La lumière existe en différentes couleurs et depuis que les appareils photo n'ont plus de pellicule, il est possible de régler la manière dont le capteur numérique va interpréter ces couleurs : avec la balance des blancs.

Question d'ambiance

Techniquement sachez qu'il est possible de modifier la balance des blancs au moment du développement numérique si vous shootez en RAW, mais pas dans le cas d'un Jpeg.Le réglage de balance des blancs va vous permettre créativement d'accentuer la couleur de la lumière ou de l'atténuer pour la rendre plus neutre ou blanche. Cela aura un impact conséquent sur les couleurs de vos sujets si elles sont très présentes dans votre photo, d'une manière générale "l'ambiance" d'une photo eut être radicalement changée avec la balance des blancs.Tous les appareils photos présentent peu ou prou les mêmes pré-réglages de balance des blancs, chacun de ces pré-réglages représentent une interprétation particulière de la lumière appelée 'température' dont l'unité est le Kelvin. En accentuant la température d'une photo, vous obtiendrez des ambiances 'bleues' ou 'jaunes' qui auront tendance à rendre votre photo 'froide' ou 'chaude'.

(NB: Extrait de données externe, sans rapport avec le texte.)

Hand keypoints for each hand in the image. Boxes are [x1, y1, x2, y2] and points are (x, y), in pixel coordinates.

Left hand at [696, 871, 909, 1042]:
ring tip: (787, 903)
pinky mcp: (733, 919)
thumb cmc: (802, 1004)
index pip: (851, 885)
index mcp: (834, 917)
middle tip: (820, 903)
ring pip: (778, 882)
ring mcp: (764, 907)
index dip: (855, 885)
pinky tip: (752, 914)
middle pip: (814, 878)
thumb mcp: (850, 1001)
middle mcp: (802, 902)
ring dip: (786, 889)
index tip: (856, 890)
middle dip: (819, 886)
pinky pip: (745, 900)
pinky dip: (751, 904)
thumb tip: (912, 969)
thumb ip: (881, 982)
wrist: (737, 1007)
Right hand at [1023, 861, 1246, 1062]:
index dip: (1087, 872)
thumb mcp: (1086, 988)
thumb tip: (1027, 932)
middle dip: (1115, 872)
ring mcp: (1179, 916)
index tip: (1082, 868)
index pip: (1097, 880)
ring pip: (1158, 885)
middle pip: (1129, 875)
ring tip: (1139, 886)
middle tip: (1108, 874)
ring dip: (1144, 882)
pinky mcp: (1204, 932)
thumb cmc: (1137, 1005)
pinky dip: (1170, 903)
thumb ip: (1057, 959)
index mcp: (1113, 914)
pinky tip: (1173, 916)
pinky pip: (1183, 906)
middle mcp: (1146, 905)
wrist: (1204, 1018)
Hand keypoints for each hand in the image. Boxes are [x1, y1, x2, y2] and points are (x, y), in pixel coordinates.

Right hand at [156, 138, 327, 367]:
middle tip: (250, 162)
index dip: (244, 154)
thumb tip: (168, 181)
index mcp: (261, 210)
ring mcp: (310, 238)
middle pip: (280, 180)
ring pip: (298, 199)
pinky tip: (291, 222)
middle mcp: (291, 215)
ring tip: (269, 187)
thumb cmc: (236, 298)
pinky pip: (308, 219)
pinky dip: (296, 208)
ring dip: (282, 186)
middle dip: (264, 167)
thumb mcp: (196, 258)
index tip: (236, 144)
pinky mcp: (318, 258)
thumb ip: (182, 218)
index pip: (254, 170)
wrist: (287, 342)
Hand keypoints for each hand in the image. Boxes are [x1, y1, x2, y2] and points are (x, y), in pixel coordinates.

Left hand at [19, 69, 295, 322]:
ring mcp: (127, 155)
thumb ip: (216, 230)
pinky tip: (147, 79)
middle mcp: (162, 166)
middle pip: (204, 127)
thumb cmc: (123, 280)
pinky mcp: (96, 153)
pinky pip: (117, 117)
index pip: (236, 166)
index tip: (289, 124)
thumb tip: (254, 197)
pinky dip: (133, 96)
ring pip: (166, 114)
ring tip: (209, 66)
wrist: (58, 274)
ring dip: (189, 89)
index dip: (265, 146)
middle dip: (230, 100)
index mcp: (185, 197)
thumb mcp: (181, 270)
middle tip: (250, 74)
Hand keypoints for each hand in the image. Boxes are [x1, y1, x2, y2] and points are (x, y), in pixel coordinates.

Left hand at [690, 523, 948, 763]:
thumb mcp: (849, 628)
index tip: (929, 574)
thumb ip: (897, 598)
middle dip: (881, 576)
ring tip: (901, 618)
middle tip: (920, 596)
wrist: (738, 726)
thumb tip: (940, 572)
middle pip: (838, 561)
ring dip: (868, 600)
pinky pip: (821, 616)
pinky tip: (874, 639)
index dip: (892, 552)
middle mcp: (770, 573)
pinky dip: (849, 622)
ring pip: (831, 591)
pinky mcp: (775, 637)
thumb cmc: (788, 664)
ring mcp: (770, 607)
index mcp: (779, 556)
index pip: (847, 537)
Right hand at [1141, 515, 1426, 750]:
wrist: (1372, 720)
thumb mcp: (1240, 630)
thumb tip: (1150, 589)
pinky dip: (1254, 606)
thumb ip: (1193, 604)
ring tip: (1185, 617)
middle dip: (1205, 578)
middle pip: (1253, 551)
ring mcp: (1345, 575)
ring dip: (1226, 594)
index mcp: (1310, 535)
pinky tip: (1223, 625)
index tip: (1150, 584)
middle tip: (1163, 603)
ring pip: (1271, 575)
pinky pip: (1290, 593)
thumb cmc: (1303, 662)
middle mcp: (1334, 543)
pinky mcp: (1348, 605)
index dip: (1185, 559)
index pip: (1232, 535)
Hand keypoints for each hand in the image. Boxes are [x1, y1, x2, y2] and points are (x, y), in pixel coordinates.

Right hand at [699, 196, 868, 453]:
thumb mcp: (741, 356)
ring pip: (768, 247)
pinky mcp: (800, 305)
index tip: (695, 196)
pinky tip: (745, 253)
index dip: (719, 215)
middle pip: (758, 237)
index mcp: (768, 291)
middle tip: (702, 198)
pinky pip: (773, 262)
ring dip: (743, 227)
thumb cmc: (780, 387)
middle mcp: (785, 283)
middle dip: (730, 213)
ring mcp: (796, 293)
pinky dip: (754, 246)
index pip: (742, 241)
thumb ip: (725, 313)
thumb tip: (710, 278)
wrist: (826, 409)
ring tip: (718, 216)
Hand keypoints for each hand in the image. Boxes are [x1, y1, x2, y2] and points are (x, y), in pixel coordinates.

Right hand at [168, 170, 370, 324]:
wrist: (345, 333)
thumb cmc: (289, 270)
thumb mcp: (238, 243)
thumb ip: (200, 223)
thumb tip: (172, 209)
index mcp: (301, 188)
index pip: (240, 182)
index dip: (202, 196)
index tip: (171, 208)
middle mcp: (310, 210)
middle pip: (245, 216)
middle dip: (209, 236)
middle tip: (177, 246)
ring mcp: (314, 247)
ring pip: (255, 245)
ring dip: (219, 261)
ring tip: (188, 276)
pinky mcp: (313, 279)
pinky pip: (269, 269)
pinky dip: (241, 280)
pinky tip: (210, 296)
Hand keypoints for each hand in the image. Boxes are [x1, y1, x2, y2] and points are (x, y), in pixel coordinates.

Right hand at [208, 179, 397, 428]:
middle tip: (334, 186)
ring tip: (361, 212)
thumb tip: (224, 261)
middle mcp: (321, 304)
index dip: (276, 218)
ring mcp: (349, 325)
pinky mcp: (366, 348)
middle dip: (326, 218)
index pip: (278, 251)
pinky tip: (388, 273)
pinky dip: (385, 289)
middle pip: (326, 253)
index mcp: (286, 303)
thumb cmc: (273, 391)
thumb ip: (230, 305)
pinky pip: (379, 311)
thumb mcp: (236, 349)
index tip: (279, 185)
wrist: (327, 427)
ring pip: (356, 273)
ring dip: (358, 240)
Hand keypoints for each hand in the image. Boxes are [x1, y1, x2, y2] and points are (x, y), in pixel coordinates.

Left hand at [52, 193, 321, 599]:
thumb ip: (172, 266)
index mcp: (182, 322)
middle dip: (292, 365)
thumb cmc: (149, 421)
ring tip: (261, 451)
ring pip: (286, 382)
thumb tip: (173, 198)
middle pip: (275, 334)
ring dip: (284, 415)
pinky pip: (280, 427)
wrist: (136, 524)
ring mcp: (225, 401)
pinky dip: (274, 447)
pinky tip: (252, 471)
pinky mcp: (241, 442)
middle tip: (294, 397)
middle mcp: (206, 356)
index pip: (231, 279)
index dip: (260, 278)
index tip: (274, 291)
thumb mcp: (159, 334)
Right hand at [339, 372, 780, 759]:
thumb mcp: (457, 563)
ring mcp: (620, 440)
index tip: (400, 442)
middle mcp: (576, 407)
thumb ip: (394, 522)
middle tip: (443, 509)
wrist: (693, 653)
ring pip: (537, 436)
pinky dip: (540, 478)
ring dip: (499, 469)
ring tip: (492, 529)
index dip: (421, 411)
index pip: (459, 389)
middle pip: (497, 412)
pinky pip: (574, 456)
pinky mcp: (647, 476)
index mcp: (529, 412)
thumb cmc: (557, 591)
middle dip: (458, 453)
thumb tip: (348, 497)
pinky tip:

Comment je (ne) règle (pas) mon appareil

Je vais être sincère avec vous, 99% du temps mon réglage de balance des blancs est automatique et je ne la corrige qu'en de rares circonstances au développement :

  • quand je souhaite donner une ambiance particulière

  • en portrait pour l'influence que cela peut avoir sur la couleur de peau

  • si la balance automatique est franchement ratée, ce qui est assez rare... et que je shoote en RAW, c'est généralement le cas

Il m'arrive d'utiliser un flash, notamment pendant des événements où je suis en commande, auquel cas je vais utiliser le pré-réglage de balance des blancs "Flash". Il m'est arrivé également d'utiliser une balance des blanc avec le pré-réglage "nuageux" sur un paysage au coucher du soleil, uniquement pour que la lumière apparaisse plus jaune ou orangée. Et sinon ? Je n'ai pas d'autre souvenir récent :)Cela fera sûrement crier des puristes de la technique, mais mon conseil est le suivant : restez en balance des blancs automatique, particulièrement si vous êtes débutant en photographie.Circulez, y'a rien à voir ici et beaucoup plus dehors.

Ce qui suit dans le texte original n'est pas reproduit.